> **Data supplied**
------------------------------------------------------------------------

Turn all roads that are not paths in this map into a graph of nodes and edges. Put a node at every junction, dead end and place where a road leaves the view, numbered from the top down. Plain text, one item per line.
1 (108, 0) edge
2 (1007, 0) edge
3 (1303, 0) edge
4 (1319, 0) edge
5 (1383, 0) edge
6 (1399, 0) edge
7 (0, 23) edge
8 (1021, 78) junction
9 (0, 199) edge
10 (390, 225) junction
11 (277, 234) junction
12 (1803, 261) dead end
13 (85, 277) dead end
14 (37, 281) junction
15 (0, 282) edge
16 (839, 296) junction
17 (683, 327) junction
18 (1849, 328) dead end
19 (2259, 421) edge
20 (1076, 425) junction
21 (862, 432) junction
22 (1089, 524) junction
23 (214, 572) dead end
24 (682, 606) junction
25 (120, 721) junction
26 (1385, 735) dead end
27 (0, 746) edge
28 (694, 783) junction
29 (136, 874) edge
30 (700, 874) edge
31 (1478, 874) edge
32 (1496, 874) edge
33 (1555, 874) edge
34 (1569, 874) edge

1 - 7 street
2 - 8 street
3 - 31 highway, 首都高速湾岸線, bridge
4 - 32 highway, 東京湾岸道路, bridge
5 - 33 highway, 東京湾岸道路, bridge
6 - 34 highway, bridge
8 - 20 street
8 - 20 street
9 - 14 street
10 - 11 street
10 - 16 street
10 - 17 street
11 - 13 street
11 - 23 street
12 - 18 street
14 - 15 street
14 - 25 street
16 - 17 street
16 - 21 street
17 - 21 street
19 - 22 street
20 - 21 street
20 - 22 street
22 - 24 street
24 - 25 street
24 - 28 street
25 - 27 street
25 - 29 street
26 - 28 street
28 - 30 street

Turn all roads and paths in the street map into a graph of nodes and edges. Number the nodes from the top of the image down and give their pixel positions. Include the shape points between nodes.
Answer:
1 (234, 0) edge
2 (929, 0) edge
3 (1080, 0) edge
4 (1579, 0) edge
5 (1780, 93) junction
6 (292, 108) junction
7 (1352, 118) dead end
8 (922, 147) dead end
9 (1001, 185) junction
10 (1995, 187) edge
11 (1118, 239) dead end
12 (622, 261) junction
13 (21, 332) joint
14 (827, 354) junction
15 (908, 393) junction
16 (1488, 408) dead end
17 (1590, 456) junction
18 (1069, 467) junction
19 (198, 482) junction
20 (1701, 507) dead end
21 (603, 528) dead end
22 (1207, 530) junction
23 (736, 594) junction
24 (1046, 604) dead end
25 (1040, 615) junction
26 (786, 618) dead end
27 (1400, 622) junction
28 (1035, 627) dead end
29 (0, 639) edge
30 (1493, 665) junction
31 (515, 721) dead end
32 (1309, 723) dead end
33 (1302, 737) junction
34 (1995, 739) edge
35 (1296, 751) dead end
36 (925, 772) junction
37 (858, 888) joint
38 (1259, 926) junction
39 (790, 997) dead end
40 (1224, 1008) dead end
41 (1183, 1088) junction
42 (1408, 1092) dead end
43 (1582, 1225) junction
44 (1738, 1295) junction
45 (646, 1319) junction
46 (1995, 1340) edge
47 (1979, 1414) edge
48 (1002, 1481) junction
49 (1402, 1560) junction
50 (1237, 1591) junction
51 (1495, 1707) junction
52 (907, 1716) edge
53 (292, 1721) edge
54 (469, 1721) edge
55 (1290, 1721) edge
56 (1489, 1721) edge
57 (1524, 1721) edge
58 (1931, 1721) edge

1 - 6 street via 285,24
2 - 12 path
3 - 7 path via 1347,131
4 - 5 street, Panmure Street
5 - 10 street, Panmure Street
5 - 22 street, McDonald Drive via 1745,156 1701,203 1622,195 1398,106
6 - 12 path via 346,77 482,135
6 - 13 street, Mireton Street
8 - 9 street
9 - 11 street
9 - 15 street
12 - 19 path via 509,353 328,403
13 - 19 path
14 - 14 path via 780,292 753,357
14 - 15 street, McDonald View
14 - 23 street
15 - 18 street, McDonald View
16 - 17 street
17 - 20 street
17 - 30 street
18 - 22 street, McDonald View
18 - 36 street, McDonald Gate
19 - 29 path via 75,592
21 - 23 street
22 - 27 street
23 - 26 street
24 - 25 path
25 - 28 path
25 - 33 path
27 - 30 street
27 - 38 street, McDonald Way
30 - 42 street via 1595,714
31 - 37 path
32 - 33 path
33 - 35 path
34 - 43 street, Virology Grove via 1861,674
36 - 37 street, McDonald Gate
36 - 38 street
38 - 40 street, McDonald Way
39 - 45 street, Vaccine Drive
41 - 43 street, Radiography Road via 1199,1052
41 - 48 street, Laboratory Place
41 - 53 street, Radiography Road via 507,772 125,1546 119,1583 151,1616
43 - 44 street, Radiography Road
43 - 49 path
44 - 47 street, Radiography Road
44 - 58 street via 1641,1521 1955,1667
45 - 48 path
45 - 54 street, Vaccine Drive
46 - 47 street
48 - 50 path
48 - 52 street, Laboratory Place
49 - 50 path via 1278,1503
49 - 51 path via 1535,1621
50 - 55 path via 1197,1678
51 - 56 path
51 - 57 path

------------------------------------------------------------------------

> **Your assignment**
Examine the listing and count its lines containing the word "from". State the count alone.

> **Solved problem**
2